Elminster la miró pensativamente, pero ella no añadió más y azuzó a su montura en dirección a la puerta del establo. Salieron al exterior, envuelto en la neblina matinal, y se encontraron con Mithtyn, que los estaba esperando apoyado en su bastón. Alzó la vista hacia ellos, tragó saliva y se las arregló para esbozar una sonrisa.

—Alguien de Athalantar debería daros a ambos las gracias de forma adecuada. Me temo que me faltan las palabras, pero no quería que partieseis sin despediros al menos.

Myrjala hizo una leve inclinación de cabeza, en lo alto de la silla de montar.

—Gracias, Mithtyn —dijo—. Pero veo que algo te incomoda... y me gustaría saber qué es, si no te importa.

Mithtyn la contempló un instante en silencio y luego habló deprisa, como si no pudiera contener las palabras.

—¡La profecía de Alaundo, señora! Sus predicciones se han cumplido siempre, y dijo: «El linaje Aumar durará más que el Trono del Ciervo». Eso sólo puede significar que Athalantar no sobrevivirá sin un Aumar de rey, ¡y aun así insistís en partir!

Elminster dedicó al inquieto anciano una sonrisa maliciosa.

—Mientras yo viva, el linaje Aumar perdurará. Dejemos que este país crezca en poder y felicidad, como yo espero, en los días venideros.

Mithtyn no respondió; la expresión de su semblante seguía siendo preocupada, pero hizo una profunda reverencia. Los dos jinetes levantaron la mano en un gesto de despedida y partieron al trote calle arriba, en silencio. Mientras se alejaban, los primeros rayos del sol naciente tocaron los tejados, otorgándoles un tono rojizo. El viejo heraldo los siguió con la mirada, fijamente, inmóvil y en silencio.

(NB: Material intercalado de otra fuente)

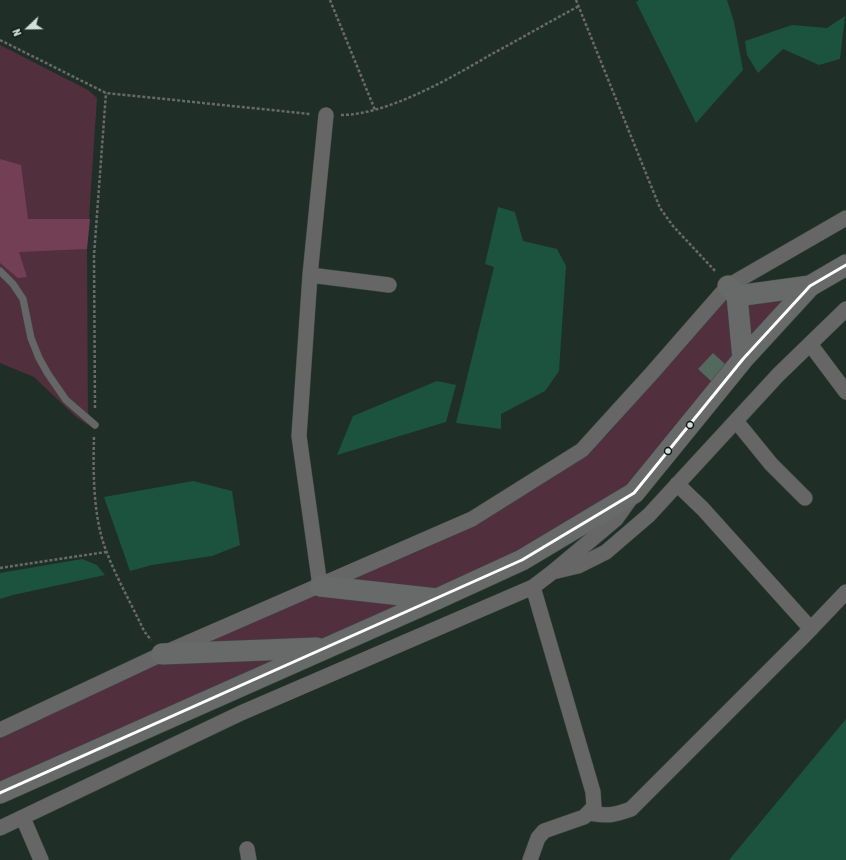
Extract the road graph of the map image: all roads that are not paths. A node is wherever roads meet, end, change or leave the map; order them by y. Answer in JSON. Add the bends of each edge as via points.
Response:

Se pararon en lo alto de la vía. El joven de nariz aguileña miró hacia el antiguo cementerio y le dijo algo a la bella dama que cabalgaba a su lado, señalando. El heraldo dirigió la vista hacia allí, intentando atisbar lo que señalaba el príncipe que había renunciado a su reino... y sólo alcanzó a ver un bulto de ropa.

Era una capa que cubría a un hombre y una mujer dormidos. Mithtyn carraspeó, turbado, pero para entonces ya había reconocido a la pareja: el hombre sonriente llamado Farl, y su dama, la bella mujercita. Sí, Tassabra, se llamaba. Y detrás de ellos había alguien sentado, ¡alguien que miraba directamente hacia él! ¡Un elfo! Un elfo alto, silencioso, con un cayado de madera cruzado sobre las rodillas... Mithtyn tragó saliva, levantó una mano en un torpe saludo, y vio que se lo devolvía.

Después, el elfo volvió la cabeza. Mithtyn miró en la misma dirección a tiempo de ver al príncipe y a la hechicera —si era así como quería que se la identificara— desaparecer tras la esquina de una orgullosa y vieja casa de piedra. Cuando se hubieron perdido de vista, Mithtyn sintió un escalofrío. Luego regresó al castillo, con los ojos húmedos de lágrimas. Sabía que no volvería a ver algo tan importante en lo que le quedaba de vida. Este convencimiento era un peso demasiado oneroso para cargar a primeras horas de la mañana.

Quizá lo hicieran más llevadero una buena fritada matutina y unas cuantas jarras de cerveza caliente. Ojalá tuviera aún a su esposa para poder contárselo todo. Mithtyn esperaba —y no por primera vez— vivir el tiempo suficiente para que su hija se hiciera lo bastante mayor para escuchar con atención y apreciar lo que le contaba. Su intención era relatarle lo ocurrido esta mañana un centenar de veces por lo menos.

Mientras cruzaba el patio, uno de los caballeros de Helm se acercó y le contó al viejo heraldo, vacilante, lo que la dama Myrjala le había dicho mientras bailaban la noche anterior. Mithtyn miró al hombre a los ojos y comprobó que, después de todo, sí tenía alguien con quien hablar. Condujo a Anauviir hacia las cocinas, sintiéndose mucho mejor.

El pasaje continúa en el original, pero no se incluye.